• [AVAILABLE DATA]:
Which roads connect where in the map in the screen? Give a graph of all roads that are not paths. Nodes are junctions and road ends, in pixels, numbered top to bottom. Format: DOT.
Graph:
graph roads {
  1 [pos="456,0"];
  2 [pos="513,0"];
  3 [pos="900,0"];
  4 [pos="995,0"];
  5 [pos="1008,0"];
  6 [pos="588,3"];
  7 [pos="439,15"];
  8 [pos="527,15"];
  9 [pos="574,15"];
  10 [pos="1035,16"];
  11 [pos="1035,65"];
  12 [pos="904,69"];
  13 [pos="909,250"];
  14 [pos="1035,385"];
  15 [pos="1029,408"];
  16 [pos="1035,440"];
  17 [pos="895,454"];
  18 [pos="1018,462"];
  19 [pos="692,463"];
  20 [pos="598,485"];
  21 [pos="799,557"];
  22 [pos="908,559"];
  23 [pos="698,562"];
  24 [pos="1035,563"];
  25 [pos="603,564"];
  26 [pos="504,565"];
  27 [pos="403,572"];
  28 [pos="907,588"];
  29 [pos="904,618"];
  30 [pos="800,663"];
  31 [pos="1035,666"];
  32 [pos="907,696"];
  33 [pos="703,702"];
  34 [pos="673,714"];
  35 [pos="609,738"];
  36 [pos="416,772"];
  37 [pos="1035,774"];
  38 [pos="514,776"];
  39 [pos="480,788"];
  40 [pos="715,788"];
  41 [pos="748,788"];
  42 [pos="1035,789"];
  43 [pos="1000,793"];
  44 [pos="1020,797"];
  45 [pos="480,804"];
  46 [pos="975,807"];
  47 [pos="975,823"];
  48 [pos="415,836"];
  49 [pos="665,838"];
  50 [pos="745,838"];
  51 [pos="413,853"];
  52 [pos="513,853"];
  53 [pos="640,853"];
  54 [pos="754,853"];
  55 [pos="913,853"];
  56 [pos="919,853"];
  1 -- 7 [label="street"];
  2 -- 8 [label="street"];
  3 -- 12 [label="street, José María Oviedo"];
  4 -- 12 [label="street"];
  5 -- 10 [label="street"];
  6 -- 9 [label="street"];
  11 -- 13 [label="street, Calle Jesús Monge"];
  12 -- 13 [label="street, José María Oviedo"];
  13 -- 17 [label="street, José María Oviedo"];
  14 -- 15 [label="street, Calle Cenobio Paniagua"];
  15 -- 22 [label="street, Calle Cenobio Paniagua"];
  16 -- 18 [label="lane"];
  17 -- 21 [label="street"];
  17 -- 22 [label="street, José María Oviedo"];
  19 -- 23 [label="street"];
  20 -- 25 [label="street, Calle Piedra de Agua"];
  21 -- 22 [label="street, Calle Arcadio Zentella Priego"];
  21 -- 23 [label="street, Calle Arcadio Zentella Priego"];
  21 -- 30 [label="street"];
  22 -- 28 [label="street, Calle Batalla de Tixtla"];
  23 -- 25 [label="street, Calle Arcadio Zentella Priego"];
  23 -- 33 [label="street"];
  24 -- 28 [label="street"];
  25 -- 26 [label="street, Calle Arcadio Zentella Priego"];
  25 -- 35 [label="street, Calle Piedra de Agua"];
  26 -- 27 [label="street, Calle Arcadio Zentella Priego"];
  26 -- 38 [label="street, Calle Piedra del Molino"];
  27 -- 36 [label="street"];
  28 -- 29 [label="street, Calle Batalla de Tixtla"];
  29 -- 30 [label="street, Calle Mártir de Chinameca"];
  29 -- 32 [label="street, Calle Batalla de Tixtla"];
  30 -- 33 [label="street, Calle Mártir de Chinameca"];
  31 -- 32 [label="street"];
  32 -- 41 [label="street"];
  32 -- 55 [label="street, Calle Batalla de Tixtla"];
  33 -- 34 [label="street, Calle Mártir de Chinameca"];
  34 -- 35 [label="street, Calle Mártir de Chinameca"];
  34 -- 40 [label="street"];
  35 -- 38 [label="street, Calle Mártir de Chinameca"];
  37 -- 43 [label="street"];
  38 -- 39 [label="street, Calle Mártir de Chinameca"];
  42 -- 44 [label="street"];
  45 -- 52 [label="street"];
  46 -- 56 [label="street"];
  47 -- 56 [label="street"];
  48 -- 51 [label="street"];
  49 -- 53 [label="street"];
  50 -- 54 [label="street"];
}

• [WORK INSTRUCTIONS]: Your reply must reproduce all records above exactly.

• [YOUR SOLUTION]:
Which roads connect where in the map in the screen? Give a graph of all roads that are not paths. Nodes are junctions and road ends, in pixels, numbered top to bottom. Format: DOT.
Graph:
graph roads {
  1 [pos="456,0"];
  2 [pos="513,0"];
  3 [pos="900,0"];
  4 [pos="995,0"];
  5 [pos="1008,0"];
  6 [pos="588,3"];
  7 [pos="439,15"];
  8 [pos="527,15"];
  9 [pos="574,15"];
  10 [pos="1035,16"];
  11 [pos="1035,65"];
  12 [pos="904,69"];
  13 [pos="909,250"];
  14 [pos="1035,385"];
  15 [pos="1029,408"];
  16 [pos="1035,440"];
  17 [pos="895,454"];
  18 [pos="1018,462"];
  19 [pos="692,463"];
  20 [pos="598,485"];
  21 [pos="799,557"];
  22 [pos="908,559"];
  23 [pos="698,562"];
  24 [pos="1035,563"];
  25 [pos="603,564"];
  26 [pos="504,565"];
  27 [pos="403,572"];
  28 [pos="907,588"];
  29 [pos="904,618"];
  30 [pos="800,663"];
  31 [pos="1035,666"];
  32 [pos="907,696"];
  33 [pos="703,702"];
  34 [pos="673,714"];
  35 [pos="609,738"];
  36 [pos="416,772"];
  37 [pos="1035,774"];
  38 [pos="514,776"];
  39 [pos="480,788"];
  40 [pos="715,788"];
  41 [pos="748,788"];
  42 [pos="1035,789"];
  43 [pos="1000,793"];
  44 [pos="1020,797"];
  45 [pos="480,804"];
  46 [pos="975,807"];
  47 [pos="975,823"];
  48 [pos="415,836"];
  49 [pos="665,838"];
  50 [pos="745,838"];
  51 [pos="413,853"];
  52 [pos="513,853"];
  53 [pos="640,853"];
  54 [pos="754,853"];
  55 [pos="913,853"];
  56 [pos="919,853"];
  1 -- 7 [label="street"];
  2 -- 8 [label="street"];
  3 -- 12 [label="street, José María Oviedo"];
  4 -- 12 [label="street"];
  5 -- 10 [label="street"];
  6 -- 9 [label="street"];
  11 -- 13 [label="street, Calle Jesús Monge"];
  12 -- 13 [label="street, José María Oviedo"];
  13 -- 17 [label="street, José María Oviedo"];
  14 -- 15 [label="street, Calle Cenobio Paniagua"];
  15 -- 22 [label="street, Calle Cenobio Paniagua"];
  16 -- 18 [label="lane"];
  17 -- 21 [label="street"];
  17 -- 22 [label="street, José María Oviedo"];
  19 -- 23 [label="street"];
  20 -- 25 [label="street, Calle Piedra de Agua"];
  21 -- 22 [label="street, Calle Arcadio Zentella Priego"];
  21 -- 23 [label="street, Calle Arcadio Zentella Priego"];
  21 -- 30 [label="street"];
  22 -- 28 [label="street, Calle Batalla de Tixtla"];
  23 -- 25 [label="street, Calle Arcadio Zentella Priego"];
  23 -- 33 [label="street"];
  24 -- 28 [label="street"];
  25 -- 26 [label="street, Calle Arcadio Zentella Priego"];
  25 -- 35 [label="street, Calle Piedra de Agua"];
  26 -- 27 [label="street, Calle Arcadio Zentella Priego"];
  26 -- 38 [label="street, Calle Piedra del Molino"];
  27 -- 36 [label="street"];
  28 -- 29 [label="street, Calle Batalla de Tixtla"];
  29 -- 30 [label="street, Calle Mártir de Chinameca"];
  29 -- 32 [label="street, Calle Batalla de Tixtla"];
  30 -- 33 [label="street, Calle Mártir de Chinameca"];
  31 -- 32 [label="street"];
  32 -- 41 [label="street"];
  32 -- 55 [label="street, Calle Batalla de Tixtla"];
  33 -- 34 [label="street, Calle Mártir de Chinameca"];
  34 -- 35 [label="street, Calle Mártir de Chinameca"];
  34 -- 40 [label="street"];
  35 -- 38 [label="street, Calle Mártir de Chinameca"];
  37 -- 43 [label="street"];
  38 -- 39 [label="street, Calle Mártir de Chinameca"];
  42 -- 44 [label="street"];
  45 -- 52 [label="street"];
  46 -- 56 [label="street"];
  47 -- 56 [label="street"];
  48 -- 51 [label="street"];
  49 -- 53 [label="street"];
  50 -- 54 [label="street"];
}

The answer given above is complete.